Report how many lines below contain the word "Leonardo", and give only that number.

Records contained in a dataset
== == ==

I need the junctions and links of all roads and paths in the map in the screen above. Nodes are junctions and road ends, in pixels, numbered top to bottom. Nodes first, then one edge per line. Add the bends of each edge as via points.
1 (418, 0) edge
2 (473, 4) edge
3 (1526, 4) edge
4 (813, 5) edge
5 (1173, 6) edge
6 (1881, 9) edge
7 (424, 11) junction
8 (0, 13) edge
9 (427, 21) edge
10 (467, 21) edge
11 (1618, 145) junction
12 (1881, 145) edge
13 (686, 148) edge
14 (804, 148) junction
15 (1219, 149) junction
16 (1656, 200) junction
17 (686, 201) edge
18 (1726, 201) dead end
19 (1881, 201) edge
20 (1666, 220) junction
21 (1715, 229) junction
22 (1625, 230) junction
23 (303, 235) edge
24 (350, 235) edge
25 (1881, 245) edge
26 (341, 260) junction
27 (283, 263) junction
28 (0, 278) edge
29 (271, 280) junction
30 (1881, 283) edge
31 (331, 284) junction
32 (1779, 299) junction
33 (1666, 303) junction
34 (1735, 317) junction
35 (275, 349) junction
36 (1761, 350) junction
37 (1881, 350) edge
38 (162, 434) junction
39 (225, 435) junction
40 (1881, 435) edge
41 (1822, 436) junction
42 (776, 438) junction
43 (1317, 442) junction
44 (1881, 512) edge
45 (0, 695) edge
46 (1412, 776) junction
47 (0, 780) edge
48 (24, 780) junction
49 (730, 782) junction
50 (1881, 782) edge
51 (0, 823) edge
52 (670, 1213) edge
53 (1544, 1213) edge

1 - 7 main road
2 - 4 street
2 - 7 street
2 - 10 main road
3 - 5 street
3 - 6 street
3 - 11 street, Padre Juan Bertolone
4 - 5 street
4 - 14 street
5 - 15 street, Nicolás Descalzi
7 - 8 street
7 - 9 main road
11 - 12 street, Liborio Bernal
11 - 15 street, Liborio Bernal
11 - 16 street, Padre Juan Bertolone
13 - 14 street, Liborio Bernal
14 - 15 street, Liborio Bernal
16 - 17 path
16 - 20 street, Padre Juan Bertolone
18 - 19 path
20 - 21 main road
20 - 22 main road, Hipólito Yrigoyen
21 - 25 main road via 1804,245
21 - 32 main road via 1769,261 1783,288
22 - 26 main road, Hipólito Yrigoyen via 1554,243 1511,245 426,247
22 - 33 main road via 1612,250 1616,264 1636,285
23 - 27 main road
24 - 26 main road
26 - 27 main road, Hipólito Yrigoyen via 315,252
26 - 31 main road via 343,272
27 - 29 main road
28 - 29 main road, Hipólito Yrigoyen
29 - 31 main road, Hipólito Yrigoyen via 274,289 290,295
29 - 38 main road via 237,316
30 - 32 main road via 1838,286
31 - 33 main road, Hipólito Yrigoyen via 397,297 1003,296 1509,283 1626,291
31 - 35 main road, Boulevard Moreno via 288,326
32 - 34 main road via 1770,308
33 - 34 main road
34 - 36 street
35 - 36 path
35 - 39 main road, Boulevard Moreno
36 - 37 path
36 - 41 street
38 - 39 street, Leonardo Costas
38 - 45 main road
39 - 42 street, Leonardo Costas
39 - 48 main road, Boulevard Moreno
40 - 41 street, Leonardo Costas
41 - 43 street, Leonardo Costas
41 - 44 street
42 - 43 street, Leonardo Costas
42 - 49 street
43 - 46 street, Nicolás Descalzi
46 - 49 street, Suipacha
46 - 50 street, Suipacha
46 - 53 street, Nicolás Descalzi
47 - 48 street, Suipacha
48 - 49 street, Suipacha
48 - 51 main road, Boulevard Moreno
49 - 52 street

== == ==

* [ANSWER TO THE PROBLEM] 5